### EXERCISE DIRECTIONS
Each line that includes "controls" must be copied from the records.

BEGIN DATA IN THIS EXERCISE

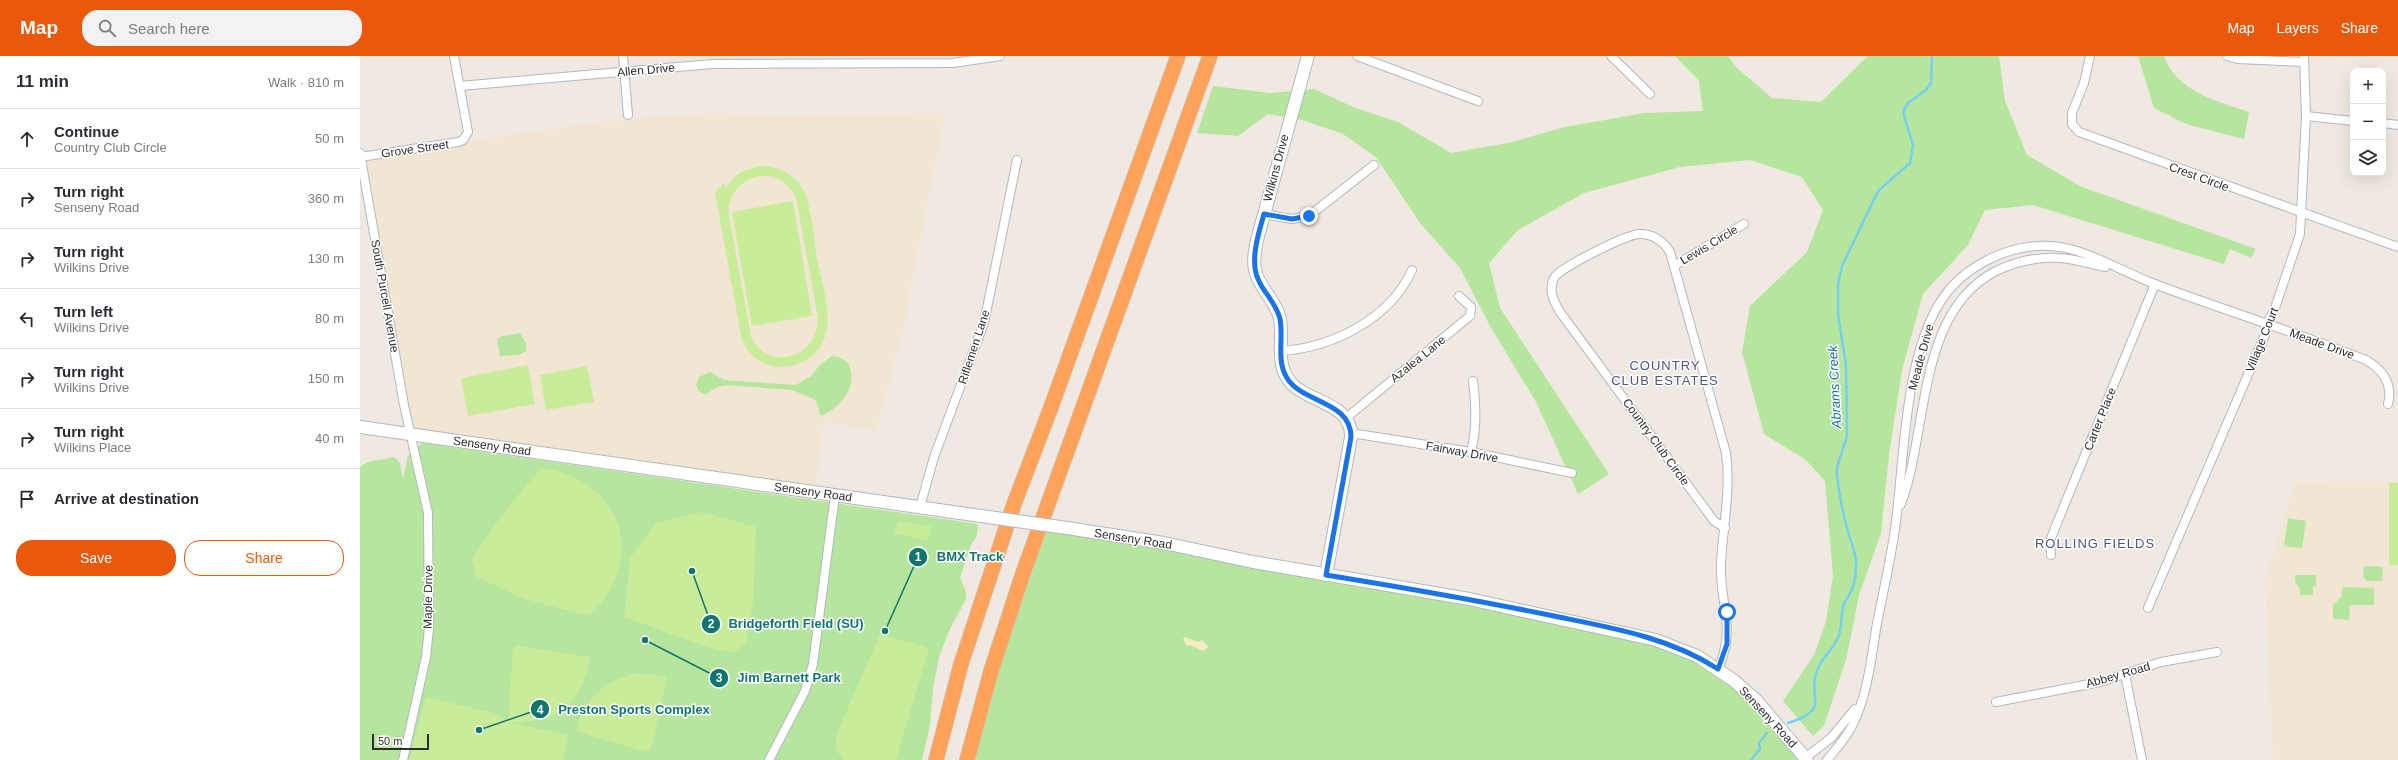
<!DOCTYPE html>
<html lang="en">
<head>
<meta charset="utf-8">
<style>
	:root { --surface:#fff; --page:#f2f2f3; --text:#2b2b33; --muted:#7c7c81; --line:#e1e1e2; --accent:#ea580c }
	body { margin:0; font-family:Helvetica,sans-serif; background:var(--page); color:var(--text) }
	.controls { position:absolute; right:12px; top:12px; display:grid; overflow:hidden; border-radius:8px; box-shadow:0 4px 16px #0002 }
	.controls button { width:36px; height:36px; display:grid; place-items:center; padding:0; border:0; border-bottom:1px solid var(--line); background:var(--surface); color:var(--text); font:20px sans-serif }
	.scale { position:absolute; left:12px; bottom:10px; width:57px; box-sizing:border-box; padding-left:4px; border:2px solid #2e2e2e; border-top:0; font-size:11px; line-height:14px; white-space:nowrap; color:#2e2e2e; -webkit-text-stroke:3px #fff; paint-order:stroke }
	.stop { position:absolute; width:12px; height:12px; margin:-9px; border:3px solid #1a73e8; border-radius:50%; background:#fff }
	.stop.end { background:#1a73e8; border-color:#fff; box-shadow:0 1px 4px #0008 }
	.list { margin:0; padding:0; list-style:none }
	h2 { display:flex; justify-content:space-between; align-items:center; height:52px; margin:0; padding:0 16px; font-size:17px }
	h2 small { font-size:13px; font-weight:400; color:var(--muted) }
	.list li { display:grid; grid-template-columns:26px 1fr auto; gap:12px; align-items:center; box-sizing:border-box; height:60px; padding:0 16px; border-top:1px solid var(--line) }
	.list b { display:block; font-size:15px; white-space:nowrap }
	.list p { margin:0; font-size:13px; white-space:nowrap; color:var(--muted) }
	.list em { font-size:13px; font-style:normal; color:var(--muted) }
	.actions { display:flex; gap:8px; padding:12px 16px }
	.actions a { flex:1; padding:9px 0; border:1px solid var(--accent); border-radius:16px; text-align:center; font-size:14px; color:var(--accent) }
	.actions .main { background:var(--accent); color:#fff }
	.icon { flex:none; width:22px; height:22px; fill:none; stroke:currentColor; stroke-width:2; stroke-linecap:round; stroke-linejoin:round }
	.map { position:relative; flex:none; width:2038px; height:704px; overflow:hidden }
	header { display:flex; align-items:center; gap:24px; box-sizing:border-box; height:56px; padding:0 20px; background:var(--accent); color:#fff }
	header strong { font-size:19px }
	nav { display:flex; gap:22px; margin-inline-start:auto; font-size:14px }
	.search { width:280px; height:36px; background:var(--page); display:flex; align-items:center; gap:10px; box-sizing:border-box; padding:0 14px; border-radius:16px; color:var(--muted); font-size:15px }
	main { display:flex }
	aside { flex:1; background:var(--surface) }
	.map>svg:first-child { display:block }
</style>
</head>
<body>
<header>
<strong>Map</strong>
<div class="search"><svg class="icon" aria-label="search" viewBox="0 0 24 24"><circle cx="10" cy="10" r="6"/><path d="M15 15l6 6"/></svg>Search here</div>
<nav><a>Map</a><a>Layers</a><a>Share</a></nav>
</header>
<main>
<aside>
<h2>11 min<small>Walk · 810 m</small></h2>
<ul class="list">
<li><svg class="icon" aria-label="ahead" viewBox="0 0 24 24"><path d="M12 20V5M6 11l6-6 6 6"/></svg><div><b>Continue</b><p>Country Club Circle</p></div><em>50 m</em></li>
<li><svg class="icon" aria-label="right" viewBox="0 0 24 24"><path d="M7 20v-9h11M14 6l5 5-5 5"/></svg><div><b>Turn right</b><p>Senseny Road</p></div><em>360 m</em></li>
<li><svg class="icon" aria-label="right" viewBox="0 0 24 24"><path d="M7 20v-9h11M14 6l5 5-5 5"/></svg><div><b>Turn right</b><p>Wilkins Drive</p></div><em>130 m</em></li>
<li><svg class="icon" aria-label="left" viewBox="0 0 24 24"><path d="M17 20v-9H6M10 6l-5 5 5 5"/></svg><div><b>Turn left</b><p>Wilkins Drive</p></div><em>80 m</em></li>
<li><svg class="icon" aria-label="right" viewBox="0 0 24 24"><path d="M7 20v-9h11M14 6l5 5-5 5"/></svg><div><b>Turn right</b><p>Wilkins Drive</p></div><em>150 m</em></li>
<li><svg class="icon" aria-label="right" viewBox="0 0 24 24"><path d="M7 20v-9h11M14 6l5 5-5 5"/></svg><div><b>Turn right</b><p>Wilkins Place</p></div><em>40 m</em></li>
<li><svg class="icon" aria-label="arrive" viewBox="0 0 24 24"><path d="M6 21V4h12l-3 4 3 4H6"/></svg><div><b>Arrive at destination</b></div></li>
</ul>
<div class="actions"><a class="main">Save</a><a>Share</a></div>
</aside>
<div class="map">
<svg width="2038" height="704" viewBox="0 0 2038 704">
	<rect width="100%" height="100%" fill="#efe9e1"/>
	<g fill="#f0e6d1">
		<path d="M 349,57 L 419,60 L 585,57 L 542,279 L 516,375 L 464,366 L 455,431 L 50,372 L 1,101 L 239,66 Z"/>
		<path d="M 2038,425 L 2038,704 L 1913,704 L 1905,524 L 1935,426 Z"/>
	</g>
	<g fill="#b6e59e">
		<path d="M 1315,0 L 1368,0 L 1376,11 L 1412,42 L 1461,46 L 1508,0 L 1639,0 L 1645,45 L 1667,99 L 1722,131 L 1896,193 L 1891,202 L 1870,193 L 1864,208 L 1673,149 L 1625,154 L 1608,189 L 1563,238 L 1542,314 L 1529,399 L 1521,477 L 1499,539 L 1487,600 L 1464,670 L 1453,680 L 1423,645 L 1455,597 L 1466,565 L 1473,520 L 1465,425 L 1446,404 L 1404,378 L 1382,296 L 1390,250 L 1447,196 L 1463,154 L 1442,121 L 1390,104 L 1320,111 L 1224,137 L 1158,174 L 1129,207 L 1140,252 L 1249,418 L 1218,438 L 1176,346 L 1129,268 L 1100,212 L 1060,167 L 1016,101 L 983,78 L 942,64 L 908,58 L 878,80 L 837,77 L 853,30 L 910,37 L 954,33 L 993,51 L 1038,66 L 1091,97 L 1148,87 L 1205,71 L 1284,57 L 1343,55 L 1339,25 Z"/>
		<path d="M 1778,0 L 1804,0 C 1816,35 1856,45 1889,56 L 1884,83 L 1826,68 L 1794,52 Z"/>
		<path d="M 160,277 L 166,287 L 166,295 L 159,299 L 140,300 L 137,283 L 142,280 Z"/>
		<path d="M 472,300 L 479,301 L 488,307 C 499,329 482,350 463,359 L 460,359 L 456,344 L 432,334 L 367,329 L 357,331 L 345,339 L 339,335 L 336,329 L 339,321 L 350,316 L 364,324 L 436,329 L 450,321 L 461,308 Z"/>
		<path d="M 62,387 L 618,468 L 617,479 L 611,489 L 600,522 L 606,536 L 606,543 L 589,575 L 579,601 L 573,632 L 570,669 L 562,704 L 0,704 L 0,411 L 8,406 L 34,401 L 40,407 L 43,423 L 48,400 Z"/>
		<path d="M 1928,462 L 1946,465 L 1942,492 L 1924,490 Z"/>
		<path d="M 681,469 L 1296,584 L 1385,634 L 1447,704 L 615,704 L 624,640 Z"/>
		<path d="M 2004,510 L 2023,511 L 2022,525 L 2007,525 L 2003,521 Z"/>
		<path d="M 1935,519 L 1956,519 L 1956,530 L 1953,531 L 1953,539 L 1940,539 L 1940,533 L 1935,526 Z"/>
		<path d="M 1983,531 L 2014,532 L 2014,549 L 1990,549 L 1989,564 L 1973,563 L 1973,549 L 1981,541 Z"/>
	</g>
	<path fill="#f3ecc5" d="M 825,581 L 838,586 L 842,584 L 848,590 L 847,592 L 843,595 L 830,589 L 827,590 L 823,583 Z"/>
	<g fill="#c9ec9a" fill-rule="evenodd">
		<path d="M 399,110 C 420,110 435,118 445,137 C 452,158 454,181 457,203 C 463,233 481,282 449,302 C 440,308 431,311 420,311 C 403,310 390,300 382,285 L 355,136 L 364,127 L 365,132 L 379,117 ZM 400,120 C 417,120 428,126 436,141 L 458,262 C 458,301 409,318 391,281 L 369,160 C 366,139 381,124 400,120 Z"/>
		<path d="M 433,145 L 452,260 L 392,270 L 372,156 Z"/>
		<path d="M 168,309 L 175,348 L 108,360 L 101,322 Z"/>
		<path d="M 227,310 L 234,346 L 186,354 L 180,319 Z"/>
		<path d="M 181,412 C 244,420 282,474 250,534 C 245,543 237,552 229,560 L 162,542 L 117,521 L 112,505 C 131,470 156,442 181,412 Z"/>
		<rect x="2029" y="427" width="9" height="82"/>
		<path d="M 342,456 L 396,471 L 393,545 L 386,588 L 372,597 L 341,589 L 264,561 L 270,502 L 296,467 Z"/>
		<path d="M 538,466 L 572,470 L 568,485 L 534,477 Z"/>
		<path d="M 520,578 L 569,592 L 536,704 L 484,704 L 475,693 L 477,677 Z"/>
		<path d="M 157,590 L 230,601 C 221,651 199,665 151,667 L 208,679 L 203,704 L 49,704 L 66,641 L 134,657 L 148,666 L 153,594 Z"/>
		<path d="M 277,617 L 307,621 L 291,693 L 285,696 L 216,675 C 223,643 246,623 277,617 Z"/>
	</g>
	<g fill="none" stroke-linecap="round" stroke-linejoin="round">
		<g stroke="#75cff0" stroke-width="2.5">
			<path d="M 1428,667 C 1474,653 1445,641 1458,612 C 1463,600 1475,592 1479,579 C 1482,570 1481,560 1483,551 C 1484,545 1489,541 1491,535 C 1496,527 1496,514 1496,505 C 1495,495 1491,486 1488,476 C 1483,458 1479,438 1477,419 L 1477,411 L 1487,380 L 1486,309 L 1478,258 L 1478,228 L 1482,210 L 1518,135 L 1550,107 L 1553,89 L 1544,60 L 1544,53 L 1548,47 L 1566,34 L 1571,27 L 1572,0"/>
			<path d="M 1391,704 L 1400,693 L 1399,687 L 1407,677"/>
		</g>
		<g stroke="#b4b7c1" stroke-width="10">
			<g id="street">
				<path d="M 263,0 L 268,59"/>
				<path d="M 997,0 L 1118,45"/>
				<path d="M 1251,0 L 1290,38"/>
				<path d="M 1730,0 L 1724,27 L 1712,57 L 1712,68 L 1719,76 L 2038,191"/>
				<path d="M 1867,0 L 1877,3 L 1944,6"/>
				<path d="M 100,30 L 352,8 L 593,7 L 640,0"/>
				<path d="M 1946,60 L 1993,65"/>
				<path d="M 2023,67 L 2038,69"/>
				<path d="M 0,97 L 44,349 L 68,457 L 69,572 L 66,601 L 43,704"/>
				<path d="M 0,101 L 98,86 L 103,84 L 108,76 L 94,0"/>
				<path d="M 904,158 L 932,163 L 949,160 L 1014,109"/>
				<path d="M 1314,210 L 1384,168"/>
				<path d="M 920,295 C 972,292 1030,263 1052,214"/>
				<path d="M 986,362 L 1110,260 L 1111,251 L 1099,240"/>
				<path d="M 991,377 L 1111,396 L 1212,417"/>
				<path d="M 1111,396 C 1117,372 1116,350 1113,325"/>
				<path d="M 1541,448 C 1569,374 1556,256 1636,215 C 1655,206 1676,201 1697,202 C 1713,202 1729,208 1745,211"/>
				<path d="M 560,451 L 574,401 L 624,267 L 657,104"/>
				<path d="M 1691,499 L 1690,485 L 1695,472 L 1795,228"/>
				<path d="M 1788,552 L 1905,279 L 1906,268 L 1914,255 L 1940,178 L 1946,60 L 1944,0"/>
				<path d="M 1358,613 C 1377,571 1359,548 1361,507 C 1363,470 1371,434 1366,397 L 1310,196 C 1303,185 1293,178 1280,178 C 1267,178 1199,212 1194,222 C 1188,234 1194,246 1200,256 L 1354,465 L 1365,472"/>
				<path d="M 1765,618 L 1782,704"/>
				<path d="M 1636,646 L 1740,626 L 1801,606 L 1857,596"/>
				<path d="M 1445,702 L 1471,682 L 1495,653"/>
				<path d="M 409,704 L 445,635 L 453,608 L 475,439"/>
				<path d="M 1467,704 C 1476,693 1486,682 1492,670 C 1507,641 1511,605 1516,573 C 1523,535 1533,496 1537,457 C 1544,396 1546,312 1574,257 C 1596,212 1650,184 1700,191 C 1728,195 1764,216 1792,227 C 1863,254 1936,276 2006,304 C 2023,314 2033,328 2028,348"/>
			</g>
		</g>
		<g stroke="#b4b7c1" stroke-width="14">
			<g id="secondary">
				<path d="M 948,0 L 897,184 C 895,194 893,204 895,214 C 899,233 916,244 920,263 C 924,286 914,311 933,329 C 952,347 992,348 991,381 L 966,519"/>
				<path d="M 0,371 L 621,460"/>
				<path d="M 707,472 L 804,487 L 893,506 L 1109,543 L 1296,584 L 1337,600 L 1373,624 L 1395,643 L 1447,704"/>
			</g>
		</g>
		<g stroke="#c9c9c9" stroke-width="16">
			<g id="highway">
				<path d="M 576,704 L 601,608 L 654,448 L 690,354 L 818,0"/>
				<path d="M 607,704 L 631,615 L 662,520 L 850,0"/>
			</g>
		</g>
		<use href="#street" stroke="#fff" stroke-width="8"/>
		<use href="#secondary" stroke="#fff" stroke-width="12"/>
		<use href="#highway" stroke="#ffa35c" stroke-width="15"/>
		<g stroke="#b4b7c1" stroke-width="14" stroke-linecap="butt">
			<path id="secondary-bridge" d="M 621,460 L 707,472"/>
		</g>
		<use href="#secondary-bridge" stroke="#fff" stroke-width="12"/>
	</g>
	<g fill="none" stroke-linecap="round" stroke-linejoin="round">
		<path stroke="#1a73e8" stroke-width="5" d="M 949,160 L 932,163 L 904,158 C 899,176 893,194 895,212 C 897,232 916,244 920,263 C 924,284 915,307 929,325 C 946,347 991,346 991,381 L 966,519 C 1040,531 1115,544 1189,559 C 1247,571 1307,580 1358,613 L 1367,588 L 1367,556"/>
	</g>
	<g text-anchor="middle" stroke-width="3" stroke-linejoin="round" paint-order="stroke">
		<g font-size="12" fill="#2e2e2e" stroke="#fff">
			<text transform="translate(286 14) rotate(-5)" y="4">Allen Drive</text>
			<text transform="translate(55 93) rotate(-8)" y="4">Grove Street</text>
			<text transform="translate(916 112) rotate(-75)" y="4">Wilkins Drive</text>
			<text transform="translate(1839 121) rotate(20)" y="4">Crest Circle</text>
			<text transform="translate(1349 189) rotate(-31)" y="4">Lewis Circle</text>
			<text transform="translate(25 240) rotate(80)" y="4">South Purcell Avenue</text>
			<text transform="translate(1902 284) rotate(-68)" y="4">Village Court</text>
			<text transform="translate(1962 288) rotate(20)" y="4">Meade Drive</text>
			<text transform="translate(614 291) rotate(-72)" y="4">Riflemen Lane</text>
			<text transform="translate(1561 301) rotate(-75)" y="4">Meade Drive</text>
			<text transform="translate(1058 303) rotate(-39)" y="4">Azalea Lane</text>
			<text transform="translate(1740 363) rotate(-68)" y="4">Carter Place</text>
			<text transform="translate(1296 386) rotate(54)" y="4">Country Club Circle</text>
			<text transform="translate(132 390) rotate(8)" y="4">Senseny Road</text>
			<text transform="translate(1102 396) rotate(10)" y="4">Fairway Drive</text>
			<text transform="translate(453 436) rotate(8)" y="4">Senseny Road</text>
			<text transform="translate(773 483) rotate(9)" y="4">Senseny Road</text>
			<text transform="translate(68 541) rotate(-89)" y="4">Maple Drive</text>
			<text transform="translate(1758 619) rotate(-16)" y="4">Abbey Road</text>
			<text transform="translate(1408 661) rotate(47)" y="4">Senseny Road</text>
		</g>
		<g font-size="13" letter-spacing="1" fill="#4d5680" stroke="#fff">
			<text x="1305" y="314">COUNTRY<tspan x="1305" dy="15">CLUB ESTATES</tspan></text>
			<text x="1735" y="492">ROLLING FIELDS</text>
		</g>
		<g font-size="13" font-style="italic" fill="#0d6fa3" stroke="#fff">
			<text transform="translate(1474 331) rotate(-93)" y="5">Abrams Creek</text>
		</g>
	</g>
	<path fill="none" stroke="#0f766e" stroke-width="1.5" d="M525 575L558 501M332 515L351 568M285 584L359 622M119 674L180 653"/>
	<g fill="#0f766e" stroke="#fff" stroke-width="1.5">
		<circle cx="525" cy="575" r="4"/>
		<circle cx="332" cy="515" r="4"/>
		<circle cx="285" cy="584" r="4"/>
		<circle cx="119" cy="674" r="4"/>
		<circle cx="558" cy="501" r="10"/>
		<circle cx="351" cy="568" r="10"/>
		<circle cx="359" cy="622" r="10"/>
		<circle cx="180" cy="653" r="10"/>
	</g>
	<g font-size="12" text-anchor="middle" font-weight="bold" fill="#fff">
		<text x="558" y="505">1</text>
		<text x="351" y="572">2</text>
		<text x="359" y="626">3</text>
		<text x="180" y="658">4</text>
	</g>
	<g font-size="13" text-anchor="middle" font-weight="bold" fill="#0f766e" stroke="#fff" stroke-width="3" stroke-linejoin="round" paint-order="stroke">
		<text x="610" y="505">BMX Track</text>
		<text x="436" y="572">Bridgeforth Field (SU)</text>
		<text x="429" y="626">Jim Barnett Park</text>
		<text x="274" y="658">Preston Sports Complex</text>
	</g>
</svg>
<div class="controls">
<button>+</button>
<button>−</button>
<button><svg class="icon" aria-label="layers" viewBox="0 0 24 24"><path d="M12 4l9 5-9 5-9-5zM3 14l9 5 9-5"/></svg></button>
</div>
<div class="scale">50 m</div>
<div class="stop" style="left:1367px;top:556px"></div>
<div class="stop end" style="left:949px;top:160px"></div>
</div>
</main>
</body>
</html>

END DATA IN THIS EXERCISE

### REPLY
	.controls { position:absolute; right:12px; top:12px; display:grid; overflow:hidden; border-radius:8px; box-shadow:0 4px 16px #0002 }
	.controls button { width:36px; height:36px; display:grid; place-items:center; padding:0; border:0; border-bottom:1px solid var(--line); background:var(--surface); color:var(--text); font:20px sans-serif }
<div class="controls">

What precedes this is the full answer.